■ GOAL OF THE EXERCISE
Write out all of the entries exactly, please.

■ INPUT MATERIAL
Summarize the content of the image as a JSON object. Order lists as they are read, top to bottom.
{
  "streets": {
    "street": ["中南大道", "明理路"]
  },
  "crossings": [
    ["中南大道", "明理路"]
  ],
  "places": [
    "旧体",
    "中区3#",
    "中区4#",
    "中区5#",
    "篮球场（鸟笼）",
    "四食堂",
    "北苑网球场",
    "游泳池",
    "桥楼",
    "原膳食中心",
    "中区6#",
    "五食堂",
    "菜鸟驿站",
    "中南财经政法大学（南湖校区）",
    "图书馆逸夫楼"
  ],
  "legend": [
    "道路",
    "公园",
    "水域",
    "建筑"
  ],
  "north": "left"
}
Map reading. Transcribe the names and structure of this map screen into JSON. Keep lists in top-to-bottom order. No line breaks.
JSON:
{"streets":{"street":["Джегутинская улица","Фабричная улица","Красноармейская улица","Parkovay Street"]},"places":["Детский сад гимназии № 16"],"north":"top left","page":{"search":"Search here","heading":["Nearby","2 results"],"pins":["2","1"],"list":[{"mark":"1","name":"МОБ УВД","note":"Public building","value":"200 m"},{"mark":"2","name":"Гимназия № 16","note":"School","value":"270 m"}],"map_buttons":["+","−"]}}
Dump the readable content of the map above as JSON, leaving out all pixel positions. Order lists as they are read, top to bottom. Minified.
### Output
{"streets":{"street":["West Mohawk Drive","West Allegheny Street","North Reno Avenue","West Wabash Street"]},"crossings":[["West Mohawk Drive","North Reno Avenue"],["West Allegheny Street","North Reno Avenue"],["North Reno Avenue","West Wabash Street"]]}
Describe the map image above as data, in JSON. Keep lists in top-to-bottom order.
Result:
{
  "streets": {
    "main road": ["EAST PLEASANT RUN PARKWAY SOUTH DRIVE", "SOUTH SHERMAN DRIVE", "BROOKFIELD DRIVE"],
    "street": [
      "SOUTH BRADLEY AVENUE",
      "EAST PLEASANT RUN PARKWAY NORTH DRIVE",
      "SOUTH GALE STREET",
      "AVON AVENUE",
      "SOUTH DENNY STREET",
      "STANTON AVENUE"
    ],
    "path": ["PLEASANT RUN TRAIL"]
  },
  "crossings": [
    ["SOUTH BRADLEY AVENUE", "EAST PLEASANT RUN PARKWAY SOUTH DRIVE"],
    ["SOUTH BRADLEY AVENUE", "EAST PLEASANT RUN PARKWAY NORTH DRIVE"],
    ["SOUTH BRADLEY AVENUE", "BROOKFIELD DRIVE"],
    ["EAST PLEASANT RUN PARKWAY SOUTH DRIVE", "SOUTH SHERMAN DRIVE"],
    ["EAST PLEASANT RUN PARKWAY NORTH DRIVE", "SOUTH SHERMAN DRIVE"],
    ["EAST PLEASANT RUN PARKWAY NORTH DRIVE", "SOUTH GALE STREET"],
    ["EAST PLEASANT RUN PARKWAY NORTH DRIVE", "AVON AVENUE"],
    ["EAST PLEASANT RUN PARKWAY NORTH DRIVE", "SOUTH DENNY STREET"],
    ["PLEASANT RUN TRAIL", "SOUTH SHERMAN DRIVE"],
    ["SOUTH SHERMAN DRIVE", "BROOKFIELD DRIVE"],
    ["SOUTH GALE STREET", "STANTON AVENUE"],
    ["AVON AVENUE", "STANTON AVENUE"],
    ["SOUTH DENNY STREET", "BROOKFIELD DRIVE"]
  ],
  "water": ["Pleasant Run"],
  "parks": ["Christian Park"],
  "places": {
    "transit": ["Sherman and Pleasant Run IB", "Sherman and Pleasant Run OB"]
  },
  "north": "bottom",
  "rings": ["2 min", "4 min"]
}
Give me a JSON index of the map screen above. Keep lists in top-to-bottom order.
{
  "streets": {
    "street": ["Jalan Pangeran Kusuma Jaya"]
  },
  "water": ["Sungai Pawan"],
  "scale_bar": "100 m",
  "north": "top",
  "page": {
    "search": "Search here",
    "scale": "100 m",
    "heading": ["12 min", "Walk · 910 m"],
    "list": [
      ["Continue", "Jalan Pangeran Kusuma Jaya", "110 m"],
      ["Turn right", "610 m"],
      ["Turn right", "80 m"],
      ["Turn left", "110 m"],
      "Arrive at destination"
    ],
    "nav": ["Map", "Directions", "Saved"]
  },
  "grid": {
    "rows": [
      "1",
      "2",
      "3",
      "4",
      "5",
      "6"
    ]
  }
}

■ FINISHED TASK
Summarize the content of the image as a JSON object. Order lists as they are read, top to bottom.
{
  "streets": {
    "street": ["中南大道", "明理路"]
  },
  "crossings": [
    ["中南大道", "明理路"]
  ],
  "places": [
    "旧体",
    "中区3#",
    "中区4#",
    "中区5#",
    "篮球场（鸟笼）",
    "四食堂",
    "北苑网球场",
    "游泳池",
    "桥楼",
    "原膳食中心",
    "中区6#",
    "五食堂",
    "菜鸟驿站",
    "中南财经政法大学（南湖校区）",
    "图书馆逸夫楼"
  ],
  "legend": [
    "道路",
    "公园",
    "水域",
    "建筑"
  ],
  "north": "left"
}
Map reading. Transcribe the names and structure of this map screen into JSON. Keep lists in top-to-bottom order. No line breaks.
JSON:
{"streets":{"street":["Джегутинская улица","Фабричная улица","Красноармейская улица","Parkovay Street"]},"places":["Детский сад гимназии № 16"],"north":"top left","page":{"search":"Search here","heading":["Nearby","2 results"],"pins":["2","1"],"list":[{"mark":"1","name":"МОБ УВД","note":"Public building","value":"200 m"},{"mark":"2","name":"Гимназия № 16","note":"School","value":"270 m"}],"map_buttons":["+","−"]}}
Dump the readable content of the map above as JSON, leaving out all pixel positions. Order lists as they are read, top to bottom. Minified.
### Output
{"streets":{"street":["West Mohawk Drive","West Allegheny Street","North Reno Avenue","West Wabash Street"]},"crossings":[["West Mohawk Drive","North Reno Avenue"],["West Allegheny Street","North Reno Avenue"],["North Reno Avenue","West Wabash Street"]]}
Describe the map image above as data, in JSON. Keep lists in top-to-bottom order.
Result:
{
  "streets": {
    "main road": ["EAST PLEASANT RUN PARKWAY SOUTH DRIVE", "SOUTH SHERMAN DRIVE", "BROOKFIELD DRIVE"],
    "street": [
      "SOUTH BRADLEY AVENUE",
      "EAST PLEASANT RUN PARKWAY NORTH DRIVE",
      "SOUTH GALE STREET",
      "AVON AVENUE",
      "SOUTH DENNY STREET",
      "STANTON AVENUE"
    ],
    "path": ["PLEASANT RUN TRAIL"]
  },
  "crossings": [
    ["SOUTH BRADLEY AVENUE", "EAST PLEASANT RUN PARKWAY SOUTH DRIVE"],
    ["SOUTH BRADLEY AVENUE", "EAST PLEASANT RUN PARKWAY NORTH DRIVE"],
    ["SOUTH BRADLEY AVENUE", "BROOKFIELD DRIVE"],
    ["EAST PLEASANT RUN PARKWAY SOUTH DRIVE", "SOUTH SHERMAN DRIVE"],
    ["EAST PLEASANT RUN PARKWAY NORTH DRIVE", "SOUTH SHERMAN DRIVE"],
    ["EAST PLEASANT RUN PARKWAY NORTH DRIVE", "SOUTH GALE STREET"],
    ["EAST PLEASANT RUN PARKWAY NORTH DRIVE", "AVON AVENUE"],
    ["EAST PLEASANT RUN PARKWAY NORTH DRIVE", "SOUTH DENNY STREET"],
    ["PLEASANT RUN TRAIL", "SOUTH SHERMAN DRIVE"],
    ["SOUTH SHERMAN DRIVE", "BROOKFIELD DRIVE"],
    ["SOUTH GALE STREET", "STANTON AVENUE"],
    ["AVON AVENUE", "STANTON AVENUE"],
    ["SOUTH DENNY STREET", "BROOKFIELD DRIVE"]
  ],
  "water": ["Pleasant Run"],
  "parks": ["Christian Park"],
  "places": {
    "transit": ["Sherman and Pleasant Run IB", "Sherman and Pleasant Run OB"]
  },
  "north": "bottom",
  "rings": ["2 min", "4 min"]
}
Give me a JSON index of the map screen above. Keep lists in top-to-bottom order.
{
  "streets": {
    "street": ["Jalan Pangeran Kusuma Jaya"]
  },
  "water": ["Sungai Pawan"],
  "scale_bar": "100 m",
  "north": "top",
  "page": {
    "search": "Search here",
    "scale": "100 m",
    "heading": ["12 min", "Walk · 910 m"],
    "list": [
      ["Continue", "Jalan Pangeran Kusuma Jaya", "110 m"],
      ["Turn right", "610 m"],
      ["Turn right", "80 m"],
      ["Turn left", "110 m"],
      "Arrive at destination"
    ],
    "nav": ["Map", "Directions", "Saved"]
  },
  "grid": {
    "rows": [
      "1",
      "2",
      "3",
      "4",
      "5",
      "6"
    ]
  }
}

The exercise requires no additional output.